The role of wavelength and source in the search for sulfur-atom positions evaluated in two case studies: lysozyme at room temperature and cryo apocrustacyanin A1

Abstract

Synchrotron radiation beamlines offer automated data collection with faster and larger detectors, a choice of wavelength(s), intense beams and fine collimation. An increasing output of protein crystal structures sustains an interest in streamlining data collection protocols. Thus, more and more investigators are looking into the use of the anomalous signal from sulfur to obtain initial phase information for medium-size proteins.

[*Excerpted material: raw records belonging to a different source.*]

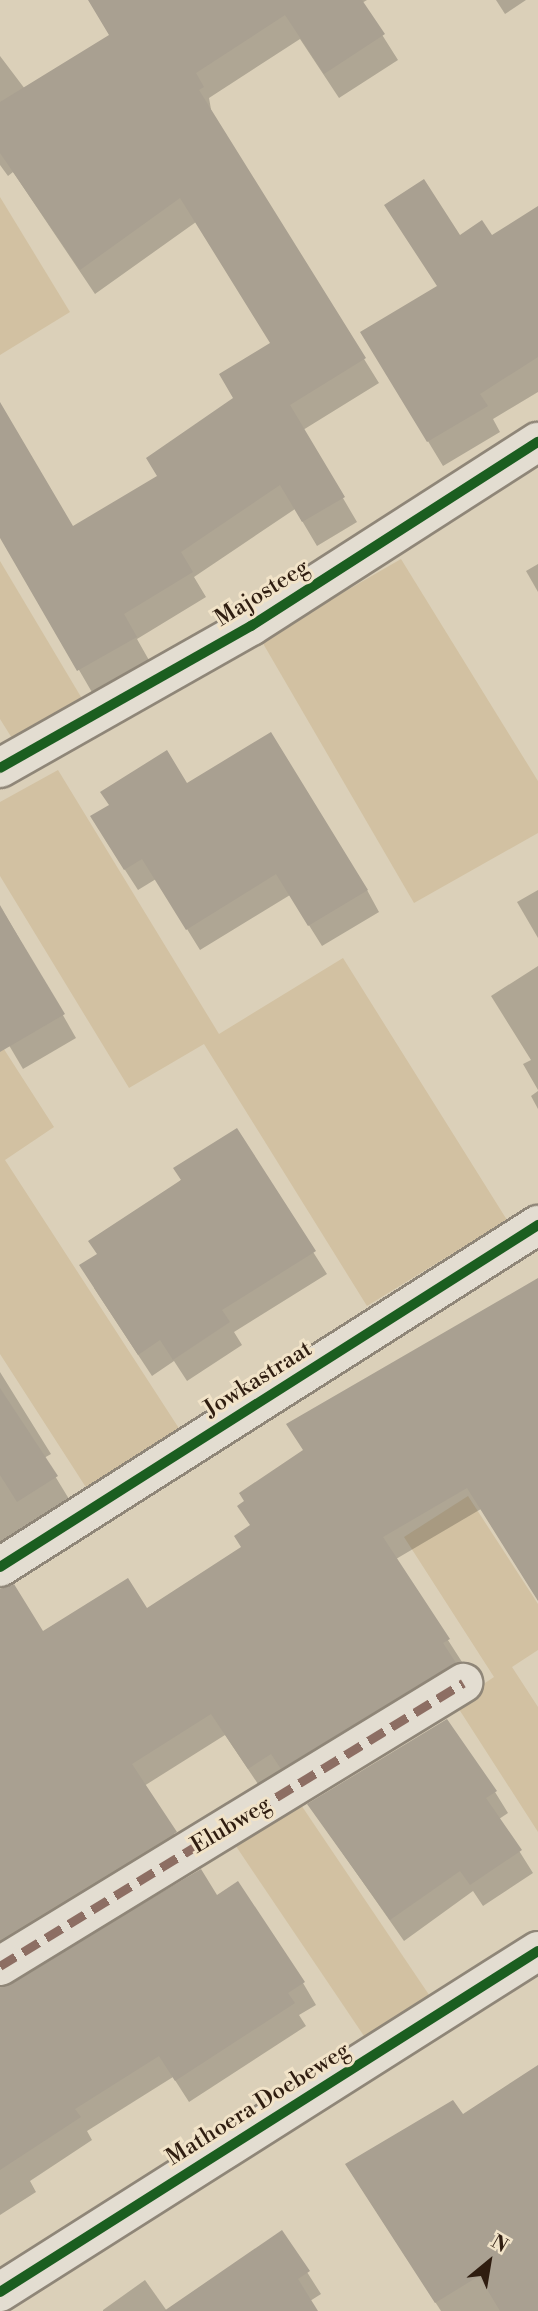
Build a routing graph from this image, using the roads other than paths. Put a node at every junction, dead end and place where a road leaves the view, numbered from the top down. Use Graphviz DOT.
graph roads {
  1 [pos="538,442"];
  2 [pos="0,768"];
  3 [pos="538,1225"];
  4 [pos="0,1567"];
  5 [pos="463,1683"];
  6 [pos="538,1951"];
  7 [pos="0,1966"];
  8 [pos="0,2292"];
  1 -- 2 [label="street, Majosteeg"];
  3 -- 4 [label="street, Jowkastraat"];
  5 -- 7 [label="street, Elubweg"];
  6 -- 8 [label="street, Mathoera Doebeweg"];
}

This type of experiment ideally requires the use of synchrotron radiation, softer X-rays and cryocooling of the sample. Here the results are reported of an investigation into locating the weak,i.e.sulfur, anomalous scatterers in lysozyme using rotating anode or synchrotron radiation data recorded at room temperature. It was indeed possible to locate the sulfur atoms from a lysozyme crystal at room temperature. Accurate selection of images during scaling was needed where radiation damage effects were detected. Most interestingly, comparisons are provided of high-redundancy data sets recorded with synchrotron radiation at λ = 2.0 and 1.488 Å, and with CuKα and MoKα radiation. Apocrustacyanin A1 was also investigated; from the results of a very high redundancy data collection using softer synchrotron X-rays and a cryo-cooled crystal, it was possible to find the sulfur atoms.